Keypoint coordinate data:
○ ○ ○ ○

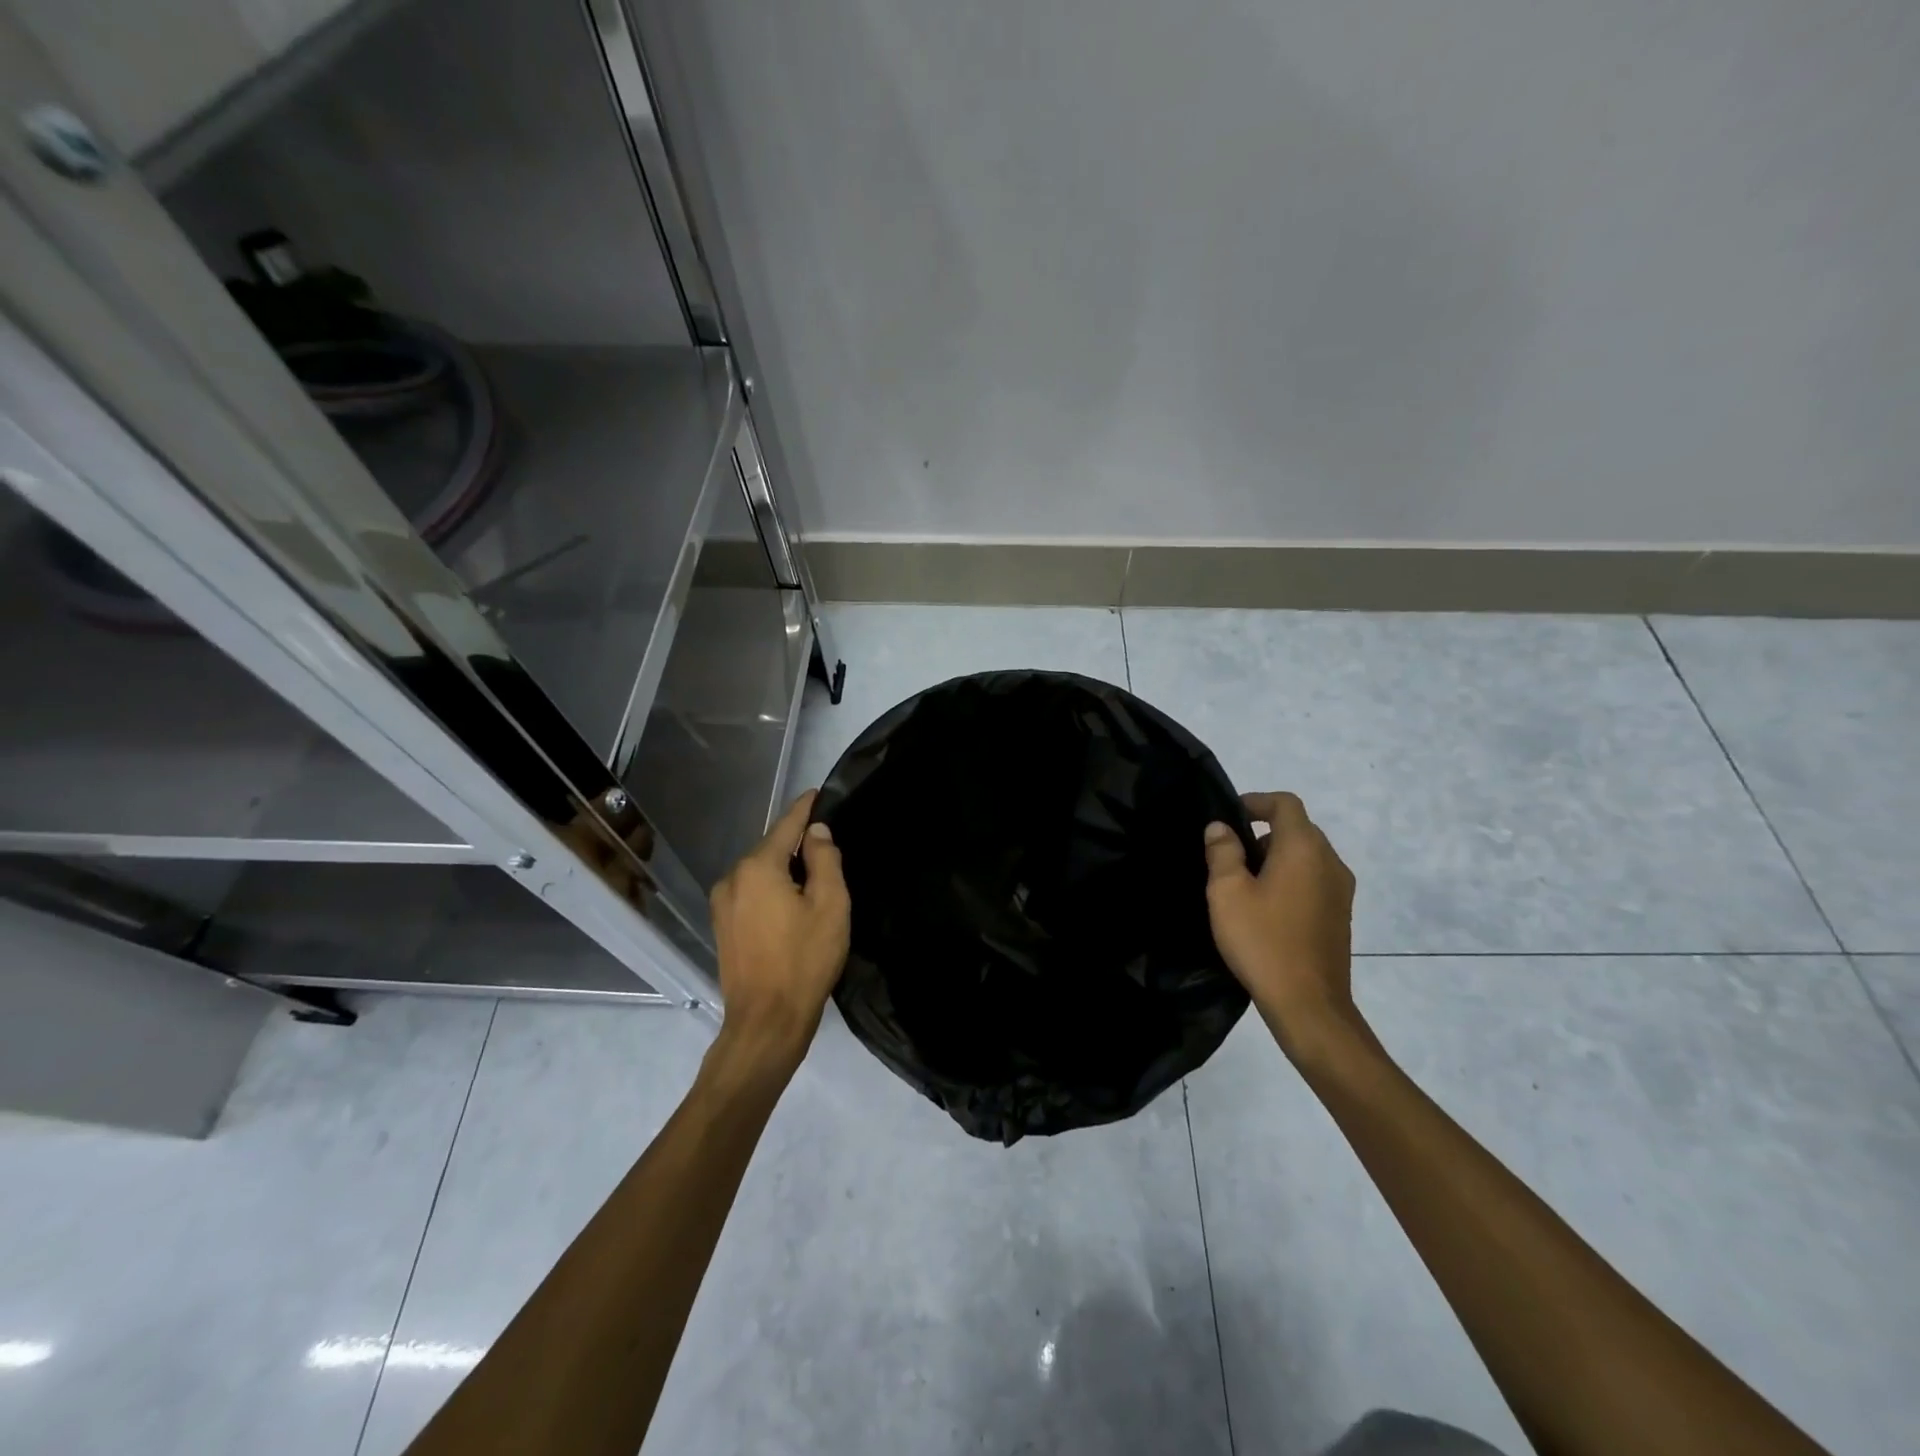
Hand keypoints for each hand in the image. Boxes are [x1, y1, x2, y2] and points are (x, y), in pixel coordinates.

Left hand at [708, 791, 850, 1071]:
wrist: (766, 1022)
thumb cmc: (805, 960)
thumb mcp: (830, 905)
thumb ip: (824, 859)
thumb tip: (816, 832)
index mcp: (758, 868)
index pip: (786, 825)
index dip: (805, 808)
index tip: (818, 792)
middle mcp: (732, 878)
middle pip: (771, 848)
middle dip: (797, 844)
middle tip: (828, 847)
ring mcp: (722, 904)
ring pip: (760, 872)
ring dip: (784, 869)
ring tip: (814, 877)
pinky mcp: (722, 926)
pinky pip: (751, 892)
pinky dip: (771, 889)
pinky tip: (791, 903)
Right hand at [1203, 792, 1359, 1060]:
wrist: (1309, 1004)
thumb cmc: (1262, 941)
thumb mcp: (1227, 893)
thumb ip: (1223, 852)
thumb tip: (1221, 828)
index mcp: (1304, 848)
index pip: (1285, 804)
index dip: (1256, 801)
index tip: (1229, 816)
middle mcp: (1330, 862)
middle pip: (1298, 829)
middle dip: (1263, 832)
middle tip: (1229, 853)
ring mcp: (1341, 890)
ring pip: (1307, 855)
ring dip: (1277, 857)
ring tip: (1243, 882)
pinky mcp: (1340, 915)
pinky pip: (1314, 879)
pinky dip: (1291, 878)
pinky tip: (1266, 907)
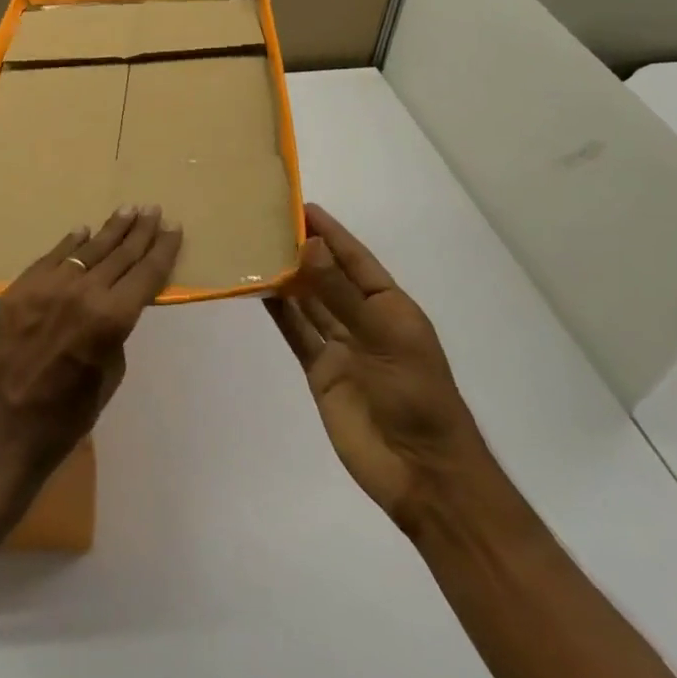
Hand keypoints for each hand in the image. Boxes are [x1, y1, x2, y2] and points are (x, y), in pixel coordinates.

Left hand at [0, 207, 180, 485]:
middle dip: (139, 231)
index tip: (174, 228)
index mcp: (111, 319)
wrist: (3, 430)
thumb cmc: (66, 418)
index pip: (146, 274)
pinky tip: (83, 232)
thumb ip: (114, 334)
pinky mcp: (19, 289)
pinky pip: (50, 259)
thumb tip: (111, 307)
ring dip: (109, 230)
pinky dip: (70, 245)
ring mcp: (47, 286)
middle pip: (119, 254)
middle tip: (153, 210)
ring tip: (126, 211)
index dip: (163, 250)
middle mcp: (82, 292)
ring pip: (86, 250)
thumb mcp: (108, 377)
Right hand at [265, 204, 502, 533]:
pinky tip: (258, 290)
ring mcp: (342, 347)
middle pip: (328, 277)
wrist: (421, 472)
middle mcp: (364, 320)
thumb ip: (342, 293)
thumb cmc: (416, 396)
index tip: (301, 205)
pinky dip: (279, 313)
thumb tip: (308, 245)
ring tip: (255, 248)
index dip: (331, 232)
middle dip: (303, 250)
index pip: (356, 259)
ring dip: (286, 278)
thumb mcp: (384, 337)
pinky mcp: (321, 372)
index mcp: (391, 306)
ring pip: (309, 302)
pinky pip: (297, 334)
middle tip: (265, 221)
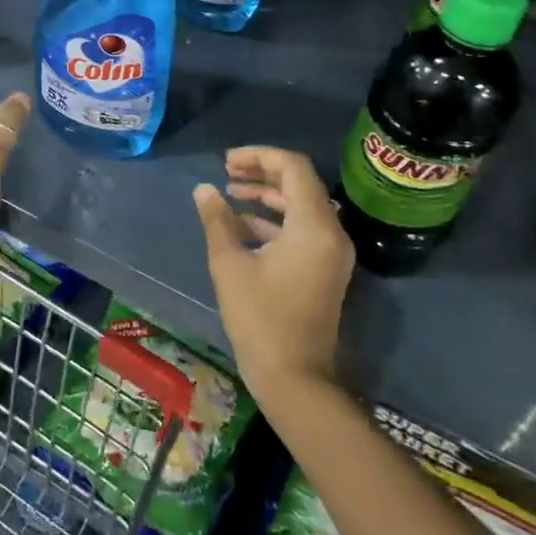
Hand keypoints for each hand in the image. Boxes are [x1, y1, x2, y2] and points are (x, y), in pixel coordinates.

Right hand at [194, 147, 353, 405]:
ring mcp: (331, 252)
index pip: (293, 167)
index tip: (226, 161)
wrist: (295, 379)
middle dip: (262, 172)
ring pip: (301, 205)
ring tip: (230, 193)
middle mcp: (331, 232)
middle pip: (299, 183)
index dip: (259, 155)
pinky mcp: (325, 269)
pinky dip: (274, 219)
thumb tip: (204, 189)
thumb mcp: (230, 264)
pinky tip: (242, 224)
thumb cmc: (260, 318)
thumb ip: (217, 220)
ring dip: (267, 194)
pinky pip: (302, 228)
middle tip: (226, 171)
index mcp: (313, 225)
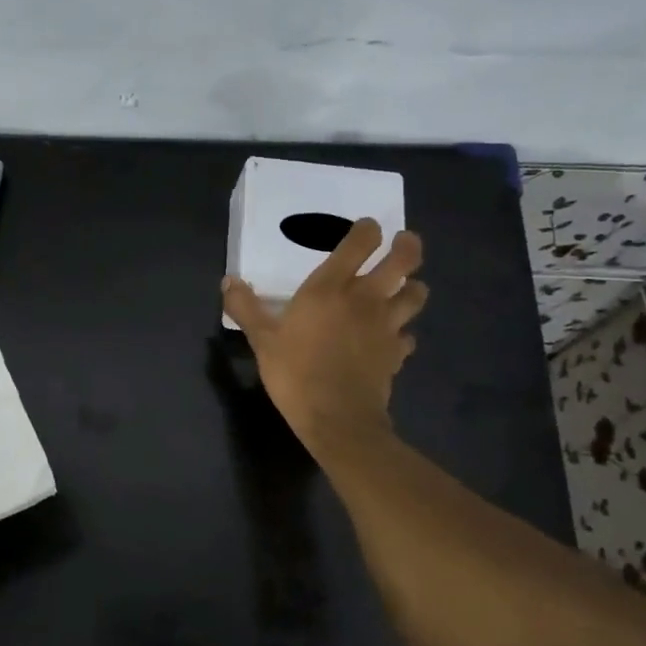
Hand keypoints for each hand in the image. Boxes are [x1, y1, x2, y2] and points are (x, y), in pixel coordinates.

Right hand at [222, 220, 427, 449]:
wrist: (337, 418)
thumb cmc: (295, 372)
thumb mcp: (261, 340)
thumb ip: (245, 307)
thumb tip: (229, 281)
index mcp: (331, 288)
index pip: (360, 243)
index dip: (367, 229)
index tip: (367, 227)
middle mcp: (366, 299)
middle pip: (403, 260)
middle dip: (407, 246)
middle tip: (405, 241)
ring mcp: (387, 326)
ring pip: (416, 295)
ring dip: (413, 288)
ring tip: (405, 288)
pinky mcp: (396, 354)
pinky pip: (408, 336)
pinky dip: (403, 334)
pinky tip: (393, 339)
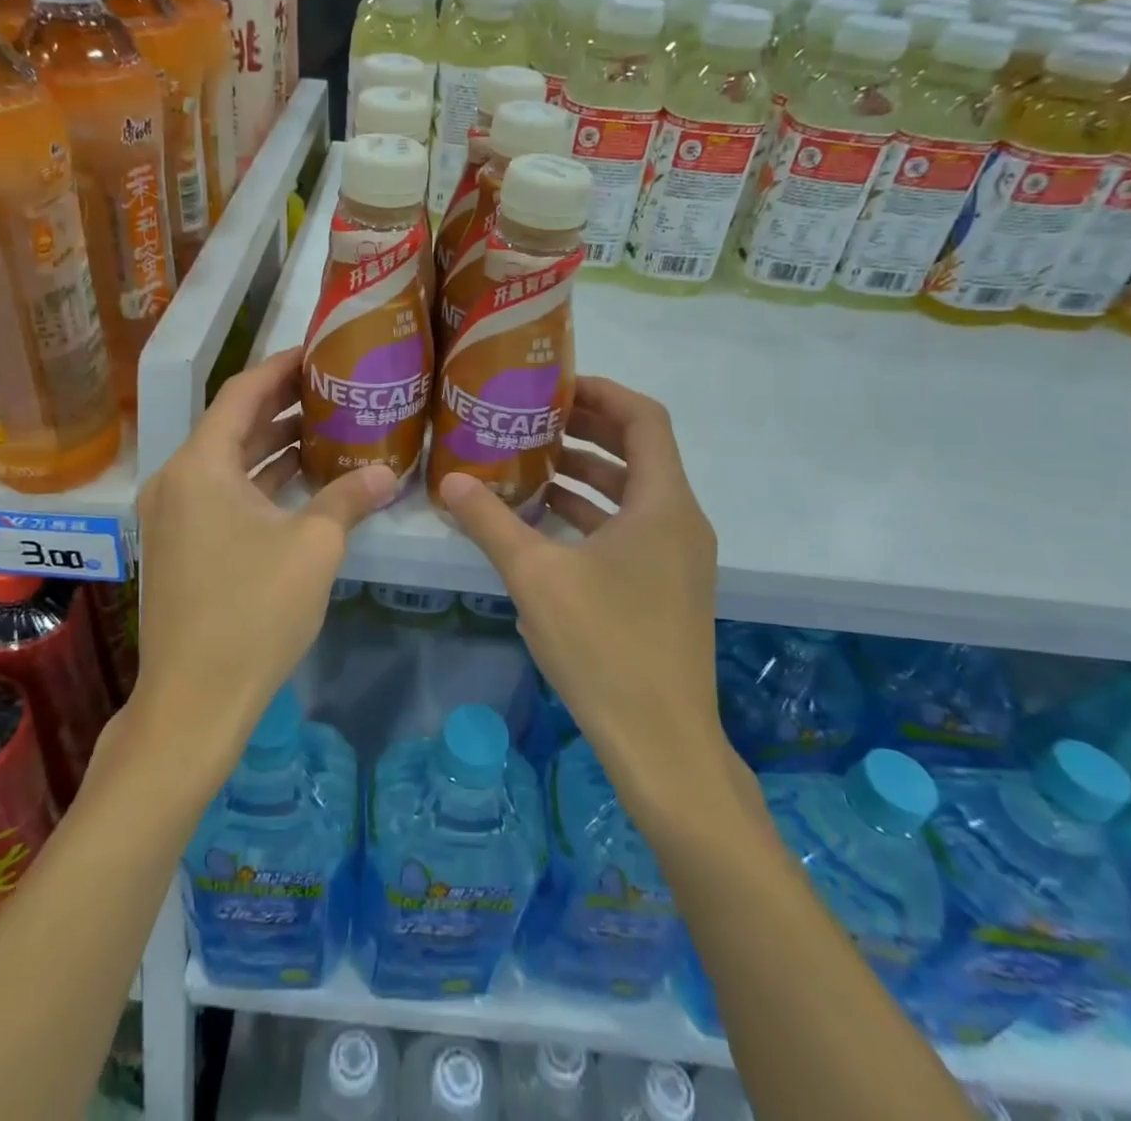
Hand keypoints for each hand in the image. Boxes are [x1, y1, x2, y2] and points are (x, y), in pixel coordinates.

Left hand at [132, 349, 395, 771]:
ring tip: (326, 428)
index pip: (242, 393)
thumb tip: (387, 471)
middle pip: (233, 425)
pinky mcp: (180, 546)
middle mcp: (176, 481)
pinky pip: (222, 495)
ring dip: (273, 446)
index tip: (318, 352)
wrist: (194, 700)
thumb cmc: (253, 611)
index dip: (281, 367)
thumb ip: (349, 498)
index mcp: (200, 466)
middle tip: (333, 389)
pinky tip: (301, 482)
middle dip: (282, 406)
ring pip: (228, 464)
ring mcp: (173, 516)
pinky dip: (260, 483)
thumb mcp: (313, 547)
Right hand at [439, 378, 737, 811]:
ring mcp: (679, 558)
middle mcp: (681, 521)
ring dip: (587, 475)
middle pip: (640, 452)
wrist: (662, 744)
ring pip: (634, 494)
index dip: (602, 393)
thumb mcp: (536, 577)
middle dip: (587, 431)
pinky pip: (632, 529)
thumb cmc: (604, 646)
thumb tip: (449, 482)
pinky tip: (547, 524)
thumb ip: (492, 523)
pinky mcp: (668, 588)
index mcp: (663, 504)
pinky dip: (594, 515)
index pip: (644, 418)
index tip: (554, 386)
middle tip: (533, 419)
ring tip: (532, 465)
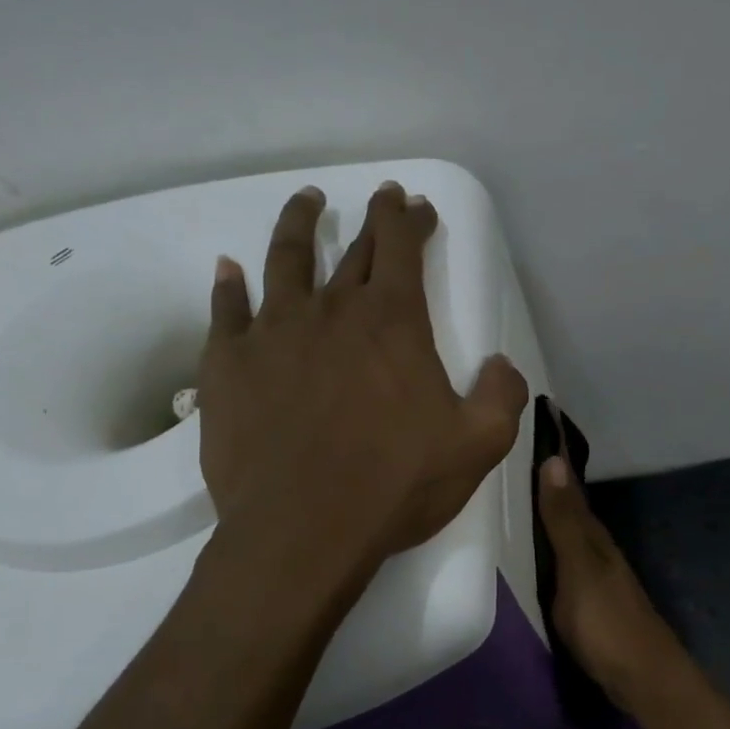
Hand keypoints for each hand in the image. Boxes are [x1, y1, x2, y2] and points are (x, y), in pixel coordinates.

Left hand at [196, 181, 528, 566]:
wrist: (303, 530)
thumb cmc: (396, 484)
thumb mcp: (479, 445)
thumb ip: (502, 396)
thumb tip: (501, 364)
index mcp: (393, 322)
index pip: (402, 247)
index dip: (409, 219)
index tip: (414, 204)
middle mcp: (331, 311)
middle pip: (353, 249)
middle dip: (373, 220)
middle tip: (381, 198)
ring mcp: (273, 333)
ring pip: (285, 260)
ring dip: (299, 225)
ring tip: (307, 202)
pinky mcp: (228, 365)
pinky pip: (227, 311)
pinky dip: (229, 286)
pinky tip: (230, 270)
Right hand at [537, 452, 687, 707]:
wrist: (642, 678)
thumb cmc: (606, 622)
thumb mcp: (579, 568)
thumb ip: (564, 520)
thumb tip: (554, 460)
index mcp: (594, 538)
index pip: (569, 492)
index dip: (550, 469)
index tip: (528, 440)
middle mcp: (598, 551)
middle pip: (569, 514)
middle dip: (545, 494)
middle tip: (508, 473)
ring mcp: (597, 578)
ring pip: (567, 541)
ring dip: (547, 524)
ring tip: (513, 510)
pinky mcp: (592, 603)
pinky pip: (565, 567)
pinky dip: (550, 555)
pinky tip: (534, 560)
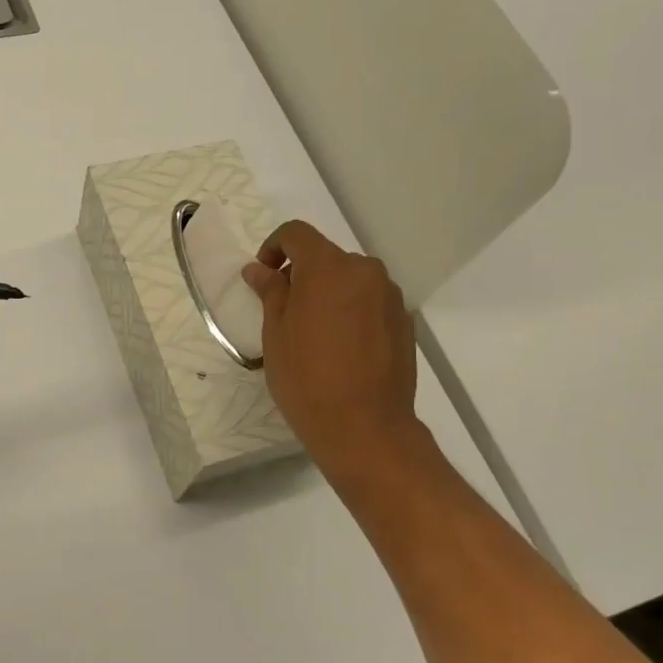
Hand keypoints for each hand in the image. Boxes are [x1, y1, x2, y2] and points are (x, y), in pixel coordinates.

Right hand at [242, 221, 422, 479]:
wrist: (365, 428)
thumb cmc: (307, 379)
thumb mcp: (275, 334)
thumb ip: (271, 291)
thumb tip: (259, 269)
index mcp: (328, 268)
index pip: (297, 234)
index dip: (274, 247)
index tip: (263, 275)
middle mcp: (364, 271)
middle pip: (326, 256)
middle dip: (302, 273)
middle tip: (284, 309)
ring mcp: (389, 296)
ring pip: (350, 279)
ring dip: (328, 291)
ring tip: (314, 331)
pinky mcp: (403, 321)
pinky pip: (369, 301)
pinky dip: (351, 309)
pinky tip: (341, 346)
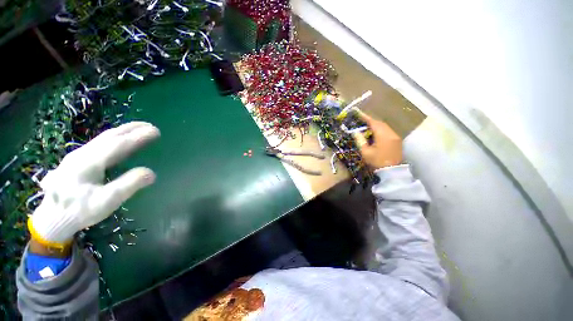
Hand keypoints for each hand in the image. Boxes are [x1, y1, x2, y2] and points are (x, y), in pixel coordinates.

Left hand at [29, 122, 159, 247]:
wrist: (52, 218)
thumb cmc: (80, 210)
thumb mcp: (106, 201)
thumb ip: (128, 185)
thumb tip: (151, 173)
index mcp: (89, 162)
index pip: (118, 144)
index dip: (138, 136)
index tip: (156, 131)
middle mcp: (83, 154)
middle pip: (109, 136)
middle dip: (131, 128)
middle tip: (150, 125)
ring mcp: (78, 156)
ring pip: (103, 138)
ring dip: (123, 131)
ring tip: (139, 129)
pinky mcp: (78, 161)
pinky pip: (100, 144)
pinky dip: (114, 138)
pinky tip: (120, 141)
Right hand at [352, 111, 401, 168]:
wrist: (392, 171)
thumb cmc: (377, 161)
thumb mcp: (365, 152)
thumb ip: (360, 140)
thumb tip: (355, 132)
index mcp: (383, 135)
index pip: (373, 122)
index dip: (365, 117)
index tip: (358, 113)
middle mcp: (391, 133)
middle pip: (380, 123)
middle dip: (370, 121)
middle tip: (361, 121)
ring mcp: (395, 137)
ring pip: (385, 127)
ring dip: (376, 125)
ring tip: (367, 127)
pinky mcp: (397, 141)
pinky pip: (388, 131)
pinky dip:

○ ○ ○ ○

EXERCISE:
Keep out the pictures, and copy exactly the lines from the one that contains "index dip: (550, 469)" through the final line of the records above, both ends included.

EXERCISE OUTPUT:
index dip: (550, 469)
index tip: (528, 440)
middle mcp: (598, 551)
middle pip: (569, 514)
middle dip: (545, 494)
middle tip: (508, 473)
ring mcp: (597, 578)
ring pip: (567, 541)
ring dip: (547, 524)
ring tip: (513, 510)
pinky mcp: (592, 603)
pinky pip: (565, 567)
pinky dip: (550, 555)
pinky tip: (534, 560)
Hand keypoints for each hand in the image. Boxes are [x1, y1, x2, y2] and points are (x, y), in pixel coordinates.

Right hand at [242, 221, 422, 479]:
wrist: (365, 428)
thumb cmc: (307, 379)
thumb mcp: (275, 334)
thumb ip: (271, 291)
thumb tip: (259, 269)
index mcp: (328, 268)
index pip: (297, 234)
index dip: (274, 247)
index tip: (263, 275)
middle mcp: (364, 271)
middle pip: (326, 256)
middle dip: (302, 273)
middle tip: (284, 309)
ring mcp: (389, 296)
ring pip: (350, 279)
ring dip: (328, 291)
ring tip: (314, 331)
pinky mcp: (403, 321)
pinky pip: (369, 301)
pinky dip: (351, 309)
pinky tip: (341, 346)
Hand keypoints for each hand in the image. Boxes are [x1, y1, x2, y2] and points are (x, y), in pixel coordinates.

Left hand at [29, 122, 159, 247]:
wrist: (52, 218)
thumb cmc: (80, 210)
thumb mcp: (106, 201)
thumb ip: (128, 185)
thumb tip: (151, 173)
index mcp: (89, 162)
index pip: (118, 144)
index dip: (138, 136)
index tip: (156, 131)
middle mcp: (83, 154)
middle pip: (109, 136)
middle dip: (131, 128)
middle tip: (150, 125)
ring mcp: (78, 156)
ring pip: (103, 138)
ring dip: (123, 131)
ring tip: (139, 129)
pinky mcp: (78, 161)
pinky pip: (100, 144)
pinky dip: (114, 138)
pinky tip: (120, 141)
Right hand at [352, 111, 401, 168]:
wrist: (392, 171)
thumb cmc: (377, 161)
thumb mcp: (365, 152)
thumb ip: (360, 140)
thumb tip: (355, 132)
index mcp: (383, 135)
index pip: (373, 122)
index dip: (365, 117)
index tip: (358, 113)
middle mcp: (391, 133)
middle pip: (380, 123)
middle dip: (370, 121)
middle tip: (361, 121)
ring mcp: (395, 137)
ring pip: (385, 127)
ring dip: (376, 125)
ring tip: (367, 127)
pinky mcp: (397, 141)
pinky pip: (388, 131)
pinky dip:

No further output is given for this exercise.